Finally, when the Load button is pressed, the window.loadModel() function is executed. It uses a similar programming style to download the requested mesh, this time using loaders.loadMesh() which takes three callback functions: onLoad (if successful), onError (if not) and onProgress (called during download to update you on the progress of the download). You will receive the mesh object from the JSON load in the onLoad() method. You should process it there, and then attach the new object you want rendered to the newObject global variable; the drawScene() callback will swap in that object the next time it renders, and assign it to the object global variable.

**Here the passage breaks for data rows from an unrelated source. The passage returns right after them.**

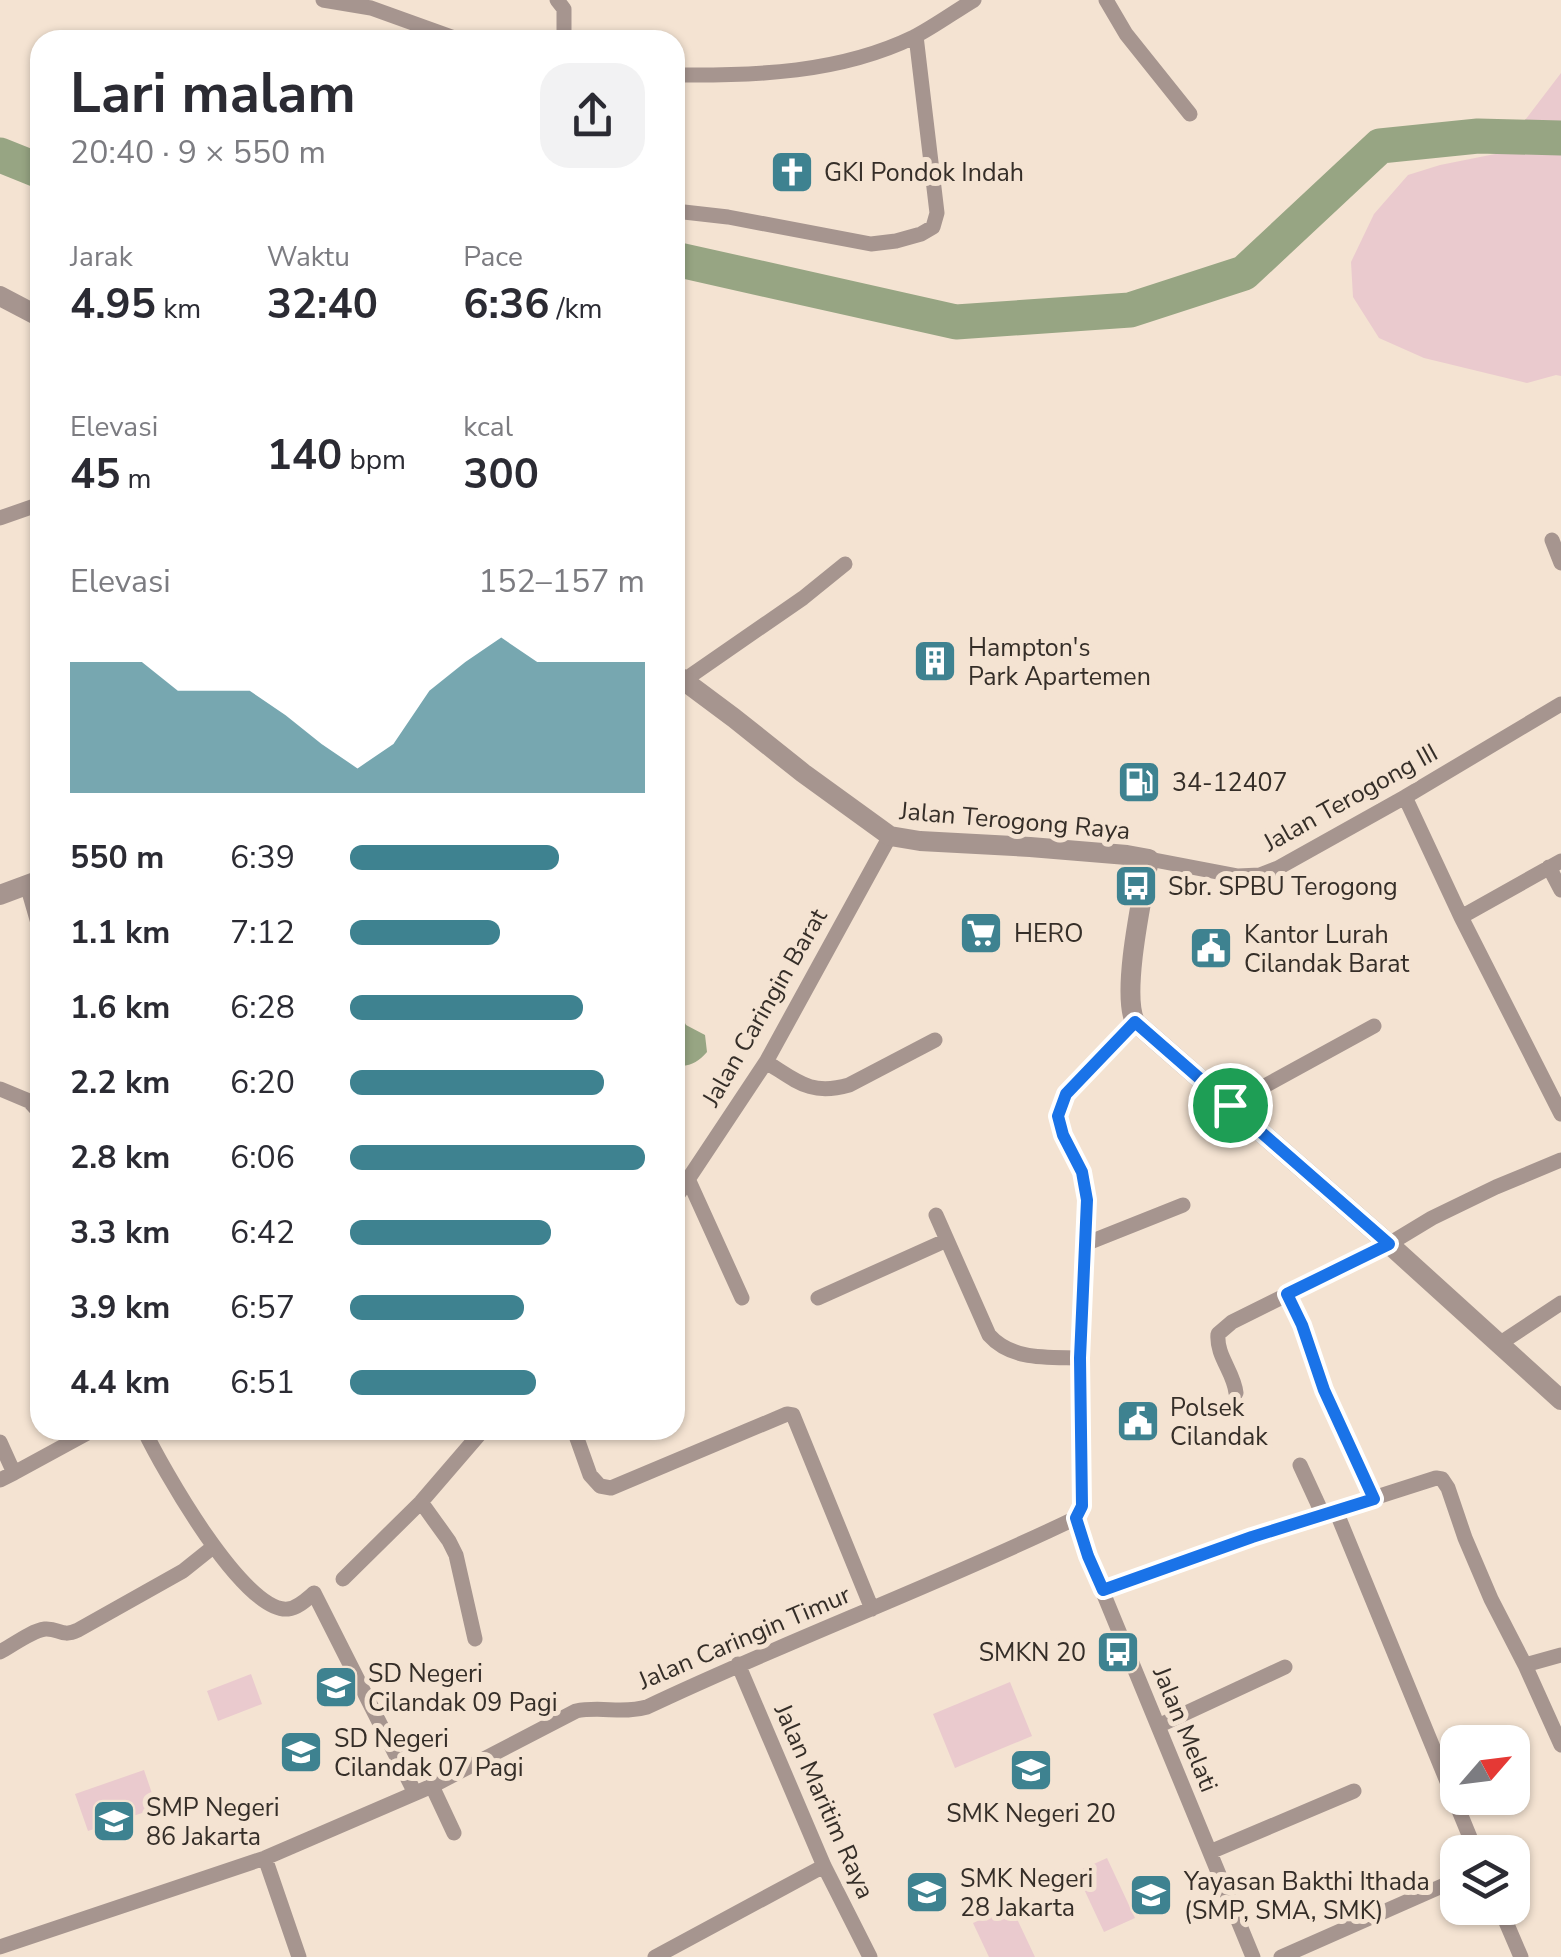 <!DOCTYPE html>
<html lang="id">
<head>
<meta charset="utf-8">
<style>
	:root { --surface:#fff; --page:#f2f2f3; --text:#2b2b33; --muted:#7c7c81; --accent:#3e8290 }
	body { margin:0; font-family:"Nunito Sans",sans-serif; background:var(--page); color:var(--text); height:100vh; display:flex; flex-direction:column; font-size:38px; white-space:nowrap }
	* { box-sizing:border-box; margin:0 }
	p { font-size:32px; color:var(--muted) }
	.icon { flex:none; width:55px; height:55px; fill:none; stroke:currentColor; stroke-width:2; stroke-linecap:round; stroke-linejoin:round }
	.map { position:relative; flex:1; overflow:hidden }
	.drawer { position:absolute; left:30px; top:30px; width:655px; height:1410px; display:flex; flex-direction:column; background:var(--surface); border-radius:30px; box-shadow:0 2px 8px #0004 }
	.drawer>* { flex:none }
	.needle { width:65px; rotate:62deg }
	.buttons { position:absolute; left:1440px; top:1725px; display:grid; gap:20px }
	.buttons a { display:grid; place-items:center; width:90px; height:90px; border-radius:20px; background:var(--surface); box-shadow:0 2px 8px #0004; font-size:50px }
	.pin { position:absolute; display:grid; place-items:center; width:85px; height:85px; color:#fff; margin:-42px; border:5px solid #fff; border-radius:50%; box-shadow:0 2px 10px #0007 }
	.round { display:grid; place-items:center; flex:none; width:105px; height:105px; border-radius:30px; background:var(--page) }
	.summary { display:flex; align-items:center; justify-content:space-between; height:170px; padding:0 40px }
	h1 { font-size:55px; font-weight:700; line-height:75px }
	.stats { display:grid; grid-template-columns:repeat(3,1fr); gap:15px; height:170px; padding:10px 40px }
	.stats div { display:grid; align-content:center }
	.stats b { font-size:42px; font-weight:700 }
	.stats small { font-size:28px; font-weight:400 }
	.stats p { font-size:28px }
	.chart { height:280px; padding:20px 40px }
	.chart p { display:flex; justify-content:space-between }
	.chart svg { width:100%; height:180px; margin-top:10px; fill:var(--accent); opacity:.7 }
	ul { padding:0 40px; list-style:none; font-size:32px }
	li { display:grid; grid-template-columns:160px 120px 1fr; align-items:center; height:75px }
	li i { height:25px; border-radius:12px; background:var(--accent) }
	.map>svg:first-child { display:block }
</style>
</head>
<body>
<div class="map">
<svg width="1561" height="1957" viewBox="0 0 1561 1957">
	<rect width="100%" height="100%" fill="#f4e3d2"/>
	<!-- green -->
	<path fill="#eacace" d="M 1561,73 L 1561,376 L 1556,375 L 1527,383 L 1424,358 L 1379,338 L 1353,297 L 1351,262 L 1374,214 L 1408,175 L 1440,165 L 1500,153 Z
		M 251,1674 L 262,1704 L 218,1721 L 207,1691 Z
		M 1010,1682 L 1032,1736 L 955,1768 L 933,1714 Z
		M 144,1770 L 157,1808 L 88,1831 L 75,1794 Z
		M 1107,1858 L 1135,1918 L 1104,1932 L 1076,1872 Z
		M 1011,1906 L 1035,1957 L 989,1957 L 973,1923 Z"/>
	<!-- water -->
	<path fill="#97a583" d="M 675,969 L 677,972 L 676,988 L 685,1004 L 680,1013 L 686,1025 L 705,1035 L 707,1052 C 698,1062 689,1068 675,1065 Z"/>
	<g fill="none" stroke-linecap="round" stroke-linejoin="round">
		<!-- river -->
		<path stroke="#97a583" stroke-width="35" d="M 0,155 L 40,171
			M 675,259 L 956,322 L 1130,310 L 1244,273 L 1380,146 L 1478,136 L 1561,138"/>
		<!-- minor -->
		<path stroke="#a6958f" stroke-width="15" d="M 323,0 L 371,8 L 460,40
			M 557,0 L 564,9 L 564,40
			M 1106,0 L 1126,34 L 1190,114
			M 675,75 C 755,76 840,73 914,37 C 935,26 954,12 974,0
			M 675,211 L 728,217 L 871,244 L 896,241 L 921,234 L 933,227 L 937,213 L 916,36
			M 0,518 L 40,504
			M 1552,540 L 1561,563
			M 683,681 L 803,598 L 845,564
			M 1405,797 L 1461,917 L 1561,1114
			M 1149,859 L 1238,876 L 1260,875 L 1278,868 L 1405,797 L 1561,704
			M 1549,867 L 1561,890
			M 27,885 L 40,930
			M 1461,917 L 1561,861
			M 766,1062 C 797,1081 810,1096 849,1085 L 935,1040
			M 0,1089 L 29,1101 L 40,1113
			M 1230,1105 L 1374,1026
			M 689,1181 L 742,1298
			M 675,1199 L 766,1062 L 890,836
			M 936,1215 L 989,1335 C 1012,1361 1049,1357 1080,1358
			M 1085,1244 L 1183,1205
			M 1287,1294 L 1302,1325 L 1324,1390 L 1374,1499
			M 818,1298 L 947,1240
			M 1499,1344 L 1561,1303
			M 1236,1393 C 1234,1372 1216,1356 1218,1334 L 1232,1322 L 1389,1244 L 1432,1218 L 1496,1187 L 1561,1160
			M 144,1430 C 161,1466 244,1614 288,1609 C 298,1608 307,1599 314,1593 L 415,1793
			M 574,1430 L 590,1475 L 600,1486 L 611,1488 L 787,1414 L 793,1415 L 872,1609
			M 0,1442 L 14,1473 L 0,1480
			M 1300,1465 L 1323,1515
			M 14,1473 L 93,1430
			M 421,1502 L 449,1541 L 456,1555 L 475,1639
			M 1336,1511 L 1476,1852
			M 1076,1518 L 1081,1505 L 1080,1358 L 1087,1200 L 1082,1172 L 1063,1135 L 1059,1116 L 1067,1094 L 1135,1022
			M 1076,1518 L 1088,1556 L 1253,1957
			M 343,1579 L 421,1502 L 483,1430
			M 1103,1590 L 1252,1537 L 1436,1478 L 1442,1479 L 1448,1488 L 1465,1538 L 1491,1599 L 1525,1665 L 1561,1745
			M 0,1652 C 13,1645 31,1631 45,1629 C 60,1628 61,1638 78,1630 L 183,1571 L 213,1547
			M 738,1664 L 824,1866 L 870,1957
			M 1525,1665 L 1561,1655
			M 1158,1726 L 1285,1667
			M 432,1786 L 454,1833
			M 1210,1852 L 1354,1791
			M 265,1858 L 299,1957
			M 1500,1908 L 1521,1957
			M 0,1947 L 265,1858 L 432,1786 L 576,1711 C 600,1706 624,1714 647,1707 C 788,1640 935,1586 1076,1518
			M 655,1957 L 824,1866
			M 1281,1957 L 1458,1879"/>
		<!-- tertiary -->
		<path stroke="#a6958f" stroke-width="20" d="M 0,296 L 40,317
			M 675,674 L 734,718 L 803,773 L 890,836 L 920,841 L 1030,847 L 1127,855 L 1149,859 C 1143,894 1121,992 1135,1022 L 1389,1244 L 1561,1400
			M 0,895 L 40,880"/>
	</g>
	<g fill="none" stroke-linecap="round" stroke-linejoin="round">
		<!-- route casing -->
		<g stroke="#fff" stroke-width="20">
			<path id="route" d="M 1135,1022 L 1389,1244 L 1287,1294 L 1302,1325 L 1324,1390 L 1374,1499 L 1252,1537 L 1103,1590 L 1088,1556 L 1076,1518 L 1082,1506 L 1080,1358 L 1087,1200 L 1082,1172 L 1063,1135 L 1058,1116 L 1066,1094 Z"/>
		</g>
		<!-- route -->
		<use href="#route" stroke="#1a73e8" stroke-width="12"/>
	</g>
	<!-- icons -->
	<defs>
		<g id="church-square" transform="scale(2.25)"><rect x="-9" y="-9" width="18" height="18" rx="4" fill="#3e8290" stroke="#f4e3d2"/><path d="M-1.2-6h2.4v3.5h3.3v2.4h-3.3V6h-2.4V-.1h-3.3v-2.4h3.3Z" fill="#fff"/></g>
		<g id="building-square" transform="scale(2.25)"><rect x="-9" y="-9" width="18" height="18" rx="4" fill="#3e8290" stroke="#f4e3d2"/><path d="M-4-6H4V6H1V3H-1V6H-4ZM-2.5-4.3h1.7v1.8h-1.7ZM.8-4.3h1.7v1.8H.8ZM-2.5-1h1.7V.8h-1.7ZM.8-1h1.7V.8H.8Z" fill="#fff"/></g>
		<g id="fuel-square" transform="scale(2.25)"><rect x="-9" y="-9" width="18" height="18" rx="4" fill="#3e8290" stroke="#f4e3d2"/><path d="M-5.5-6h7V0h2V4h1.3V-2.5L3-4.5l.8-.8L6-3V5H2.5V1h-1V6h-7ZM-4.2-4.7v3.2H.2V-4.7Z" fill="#fff"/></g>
		<g id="bus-square" transform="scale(2.25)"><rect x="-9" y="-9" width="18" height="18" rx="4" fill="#3e8290" stroke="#f4e3d2"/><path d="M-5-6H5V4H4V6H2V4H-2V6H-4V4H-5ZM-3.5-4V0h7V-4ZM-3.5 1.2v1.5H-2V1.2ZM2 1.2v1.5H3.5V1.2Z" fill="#fff"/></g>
		<g id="supermarket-square" transform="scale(2.25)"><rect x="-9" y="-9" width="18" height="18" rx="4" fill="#3e8290" stroke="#f4e3d2"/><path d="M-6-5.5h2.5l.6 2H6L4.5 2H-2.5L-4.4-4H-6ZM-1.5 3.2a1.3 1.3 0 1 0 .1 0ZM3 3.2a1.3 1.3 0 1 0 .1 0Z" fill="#fff"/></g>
		<g id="civic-square" transform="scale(2.25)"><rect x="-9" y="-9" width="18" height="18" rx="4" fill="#3e8290" stroke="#f4e3d2"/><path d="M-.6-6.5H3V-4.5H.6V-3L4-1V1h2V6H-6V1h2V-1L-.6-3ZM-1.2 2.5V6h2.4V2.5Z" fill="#fff"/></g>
		<g id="school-square" transform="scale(2.25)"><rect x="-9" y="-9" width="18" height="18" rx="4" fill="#3e8290" stroke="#f4e3d2"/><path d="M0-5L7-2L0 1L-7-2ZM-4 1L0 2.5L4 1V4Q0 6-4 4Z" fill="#fff"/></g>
	</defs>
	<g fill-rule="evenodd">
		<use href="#church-square" x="792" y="172"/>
		<use href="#building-square" x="935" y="661"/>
		<use href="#fuel-square" x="1139" y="782"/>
		<use href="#bus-square" x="1136" y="886"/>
		<use href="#supermarket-square" x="981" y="933"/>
		<use href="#civic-square" x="1211" y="948"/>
		<use href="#civic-square" x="1138" y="1421"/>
		<use href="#bus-square" x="1118" y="1652"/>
		<use href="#school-square" x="336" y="1687"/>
		<use href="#school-square" x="301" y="1752"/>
		<use href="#school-square" x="1031" y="1770"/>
		<use href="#school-square" x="114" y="1821"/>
		<use href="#school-square" x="927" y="1892"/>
		<use href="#school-square" x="1151" y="1895"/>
	</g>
	<g text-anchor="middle" stroke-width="10" stroke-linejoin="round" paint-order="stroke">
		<!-- poi labels -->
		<g font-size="25" fill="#352e28" stroke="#f4e3d2" text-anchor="start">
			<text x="824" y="181">GKI Pondok Indah</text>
			<text x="968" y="656">Hampton's<tspan x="968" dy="29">Park Apartemen</tspan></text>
			<text x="1172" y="791">34-12407</text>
			<text x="1168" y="895">Sbr. SPBU Terogong</text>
			<text x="1014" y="942">HERO</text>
			<text x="1244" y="943">Kantor Lurah<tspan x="1244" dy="29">Cilandak Barat</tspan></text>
			<text x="1170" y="1416">Polsek<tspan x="1170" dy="29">Cilandak</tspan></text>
			<text x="1086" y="1661" text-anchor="end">SMKN 20</text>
			<text x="368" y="1682">SD Negeri<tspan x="368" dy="29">Cilandak 09 Pagi</tspan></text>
			<text x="334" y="1747">SD Negeri<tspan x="334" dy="29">Cilandak 07 Pagi</tspan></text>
			<text x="146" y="1816">SMP Negeri<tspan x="146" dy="29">86 Jakarta</tspan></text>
			<text x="1031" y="1822" text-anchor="middle">SMK Negeri 20</text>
			<text x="960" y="1887">SMK Negeri<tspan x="960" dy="29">28 Jakarta</tspan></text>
			<text x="1184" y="1890">Yayasan Bakthi Ithada<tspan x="1184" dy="29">(SMP, SMA, SMK)</tspan></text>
		</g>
		<!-- street labels -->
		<g font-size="25" fill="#352e28" stroke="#f4e3d2">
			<text transform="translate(1350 797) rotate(-29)" y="9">Jalan Terogong III</text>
			<text transform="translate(1015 820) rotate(5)" y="9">Jalan Terogong Raya</text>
			<text transform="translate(764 1007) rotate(-60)" y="9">Jalan Caringin Barat</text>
			<text transform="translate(744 1637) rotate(-23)" y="9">Jalan Caringin Timur</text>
			<text transform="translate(1186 1729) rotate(68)" y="9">Jalan Melati</text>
			<text transform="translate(825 1801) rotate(66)" y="9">Jalan Maritim Raya</text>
		</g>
	</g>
</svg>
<div class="buttons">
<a><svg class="needle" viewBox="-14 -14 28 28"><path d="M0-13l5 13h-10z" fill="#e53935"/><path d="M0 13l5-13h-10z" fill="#7c7c81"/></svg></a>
<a><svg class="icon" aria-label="layers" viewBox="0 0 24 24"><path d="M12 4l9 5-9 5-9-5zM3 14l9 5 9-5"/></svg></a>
</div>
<div class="pin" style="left:1230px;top:1105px;background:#1e9e55"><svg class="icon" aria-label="arrive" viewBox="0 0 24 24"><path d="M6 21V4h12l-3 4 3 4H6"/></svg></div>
<section class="drawer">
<div class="summary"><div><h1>Lari malam</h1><p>20:40 · 9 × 550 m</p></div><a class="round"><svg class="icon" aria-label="share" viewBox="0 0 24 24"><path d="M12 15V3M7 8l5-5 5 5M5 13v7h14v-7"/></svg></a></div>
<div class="stats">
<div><p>Jarak</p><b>4.95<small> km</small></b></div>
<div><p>Waktu</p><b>32:40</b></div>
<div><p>Pace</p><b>6:36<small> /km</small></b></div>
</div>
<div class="stats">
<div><p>Elevasi</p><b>45<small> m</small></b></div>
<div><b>140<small> bpm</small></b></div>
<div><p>kcal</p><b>300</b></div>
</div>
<div class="chart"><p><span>Elevasi</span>152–157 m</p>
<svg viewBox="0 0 160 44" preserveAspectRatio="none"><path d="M0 44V12L10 12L20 12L30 19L40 19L50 19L60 25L70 32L80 38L90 32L100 19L110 12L120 6L130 12L140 12L150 12L160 12V44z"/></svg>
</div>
<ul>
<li><b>550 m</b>6:39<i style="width:71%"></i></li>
<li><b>1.1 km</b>7:12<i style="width:51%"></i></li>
<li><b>1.6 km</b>6:28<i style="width:79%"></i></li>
<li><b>2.2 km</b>6:20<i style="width:86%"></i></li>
<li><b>2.8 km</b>6:06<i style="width:100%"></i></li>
<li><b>3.3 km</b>6:42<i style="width:68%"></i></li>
<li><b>3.9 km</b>6:57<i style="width:59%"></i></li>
<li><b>4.4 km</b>6:51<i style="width:63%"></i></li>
</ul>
</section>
</div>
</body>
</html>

Both loader functions use the web standard library XMLHttpRequest(). This library is used to issue and manage asynchronous HTTP requests in HTML5/Javascript programs.

Interaction

The program uses similar callbacks to the first assignment, to allow the model to be rotated around the X and Y axes. Pay careful attention to the code in the if (mouseAngles[0] !== 0 || mouseAngles[1] !== 0) { block in the drawScene() function. This code handles is set up to do what most users expect: rotate the model related to their view of the model, which at any point in time is in world coordinates (to do this, the rotations must take into account the current rotation, not just add new rotations onto the end).

WebGL structure

This sample uses WebGL's gl.drawElements() to render a set of triangles specified in an ELEMENT_ARRAY_BUFFER. The data for the rendering (the vertex positions, colors, normals and any other data that might be needed by more complex applications) are stored in data buffers and attached to the variables (attributes) in the shader program. The ELEMENT_ARRAY_BUFFER is a set of indices for the triangles: every three numbers are used by WebGL as the indicies into the other buffers as the corners of a triangle. The vertex shader is called once for each vertex, and the corresponding attribute data is set to the attribute values (in our shader, the values a_position, a_normal and a_color.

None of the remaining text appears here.